Introduction: We aimed to evaluate the impact of gradual blood reperfusion on ischaemia-reperfusion injury and to explain the pathophysiology of reperfusion injury in a rat cremaster muscle microcirculation model.
Materials and methods: Twenty-four Sprague-Dawley rats weighing 150-200 g were evaluated in three groups. Cremaster muscles were prepared for microcirculatory observations. Group I (n=8, control): no ischemia was induced. Group II (n=8, acute reperfusion): microclamps were applied to the right external iliac vessels for 150 min, then venous and arterial clamps were released at once. Group III (n=8, gradual reperfusion): microclamps were applied to the right external iliac vessels for 150 min, and then the first venous clamp was released; the arterial clamp was opened gradually by a specially designed microclamp holder (Sheey ossicle holding clamp). In all groups, following a wait of 150 min blood flow velocity was measured for 15 min and then the animals were reperfused freely for 1h. Next, red blood cell velocity, vessel diameters, functional capillary perfusion and endothelial oedema index were analysed, and rolling, migrating and adhesing leukocytes and lymphocytes were counted. All observations were videotaped for slow-motion replay. Muscle damage was evaluated histologically.

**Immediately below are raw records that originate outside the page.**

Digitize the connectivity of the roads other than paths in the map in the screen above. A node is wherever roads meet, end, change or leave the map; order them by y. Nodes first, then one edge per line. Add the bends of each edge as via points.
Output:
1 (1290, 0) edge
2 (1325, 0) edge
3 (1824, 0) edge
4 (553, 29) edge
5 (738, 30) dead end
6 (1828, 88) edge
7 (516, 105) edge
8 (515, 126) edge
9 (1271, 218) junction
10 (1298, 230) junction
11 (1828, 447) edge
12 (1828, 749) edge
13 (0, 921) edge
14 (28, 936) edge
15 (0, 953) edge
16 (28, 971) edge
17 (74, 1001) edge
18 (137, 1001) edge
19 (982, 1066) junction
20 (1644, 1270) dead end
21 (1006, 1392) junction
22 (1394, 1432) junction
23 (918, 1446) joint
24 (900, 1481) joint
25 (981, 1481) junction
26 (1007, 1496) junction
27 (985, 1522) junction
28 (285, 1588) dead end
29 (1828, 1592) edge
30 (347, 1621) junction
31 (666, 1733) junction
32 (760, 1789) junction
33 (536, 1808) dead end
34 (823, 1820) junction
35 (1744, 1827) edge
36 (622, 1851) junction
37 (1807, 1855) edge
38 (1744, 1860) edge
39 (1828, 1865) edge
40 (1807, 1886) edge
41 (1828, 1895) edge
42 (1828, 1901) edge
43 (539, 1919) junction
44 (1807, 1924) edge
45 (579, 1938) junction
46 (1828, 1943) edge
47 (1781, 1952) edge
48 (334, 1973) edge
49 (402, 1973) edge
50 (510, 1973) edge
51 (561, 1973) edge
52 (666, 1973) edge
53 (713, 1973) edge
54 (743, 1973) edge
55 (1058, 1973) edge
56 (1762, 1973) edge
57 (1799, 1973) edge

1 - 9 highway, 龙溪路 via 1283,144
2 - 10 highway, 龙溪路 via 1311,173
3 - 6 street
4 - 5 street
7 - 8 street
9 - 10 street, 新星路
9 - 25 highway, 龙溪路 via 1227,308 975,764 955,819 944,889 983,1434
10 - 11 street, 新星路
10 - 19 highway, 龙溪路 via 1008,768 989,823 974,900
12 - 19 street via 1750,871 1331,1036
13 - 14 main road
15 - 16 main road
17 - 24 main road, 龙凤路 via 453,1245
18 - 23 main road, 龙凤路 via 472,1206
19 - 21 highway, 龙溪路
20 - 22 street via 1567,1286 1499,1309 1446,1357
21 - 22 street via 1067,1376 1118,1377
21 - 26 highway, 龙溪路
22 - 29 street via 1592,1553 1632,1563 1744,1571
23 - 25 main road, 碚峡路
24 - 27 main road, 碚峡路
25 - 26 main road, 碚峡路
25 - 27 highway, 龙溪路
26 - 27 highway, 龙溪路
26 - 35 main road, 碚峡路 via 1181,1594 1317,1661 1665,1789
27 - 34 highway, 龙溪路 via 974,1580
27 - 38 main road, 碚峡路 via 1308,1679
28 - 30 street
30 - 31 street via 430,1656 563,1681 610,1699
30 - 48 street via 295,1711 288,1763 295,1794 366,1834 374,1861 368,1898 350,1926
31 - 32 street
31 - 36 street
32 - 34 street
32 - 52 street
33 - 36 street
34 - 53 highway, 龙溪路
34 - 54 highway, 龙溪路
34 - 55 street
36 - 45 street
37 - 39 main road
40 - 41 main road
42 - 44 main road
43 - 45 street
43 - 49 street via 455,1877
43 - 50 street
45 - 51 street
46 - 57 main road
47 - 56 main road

Results: In the acute clamp release group, blood velocities increased up to 600% of their pre-ischaemic values during the post-ischaemia-reperfusion period. The numbers of rolling, adhering and transmigrating leukocytes were significantly higher and histological evaluation revealed more tissue damage in the acute reperfusion group.
Conclusion: Depending on histological and microcirculatory findings, gradual reperfusion was confirmed to reduce the intensity of reperfusion injury.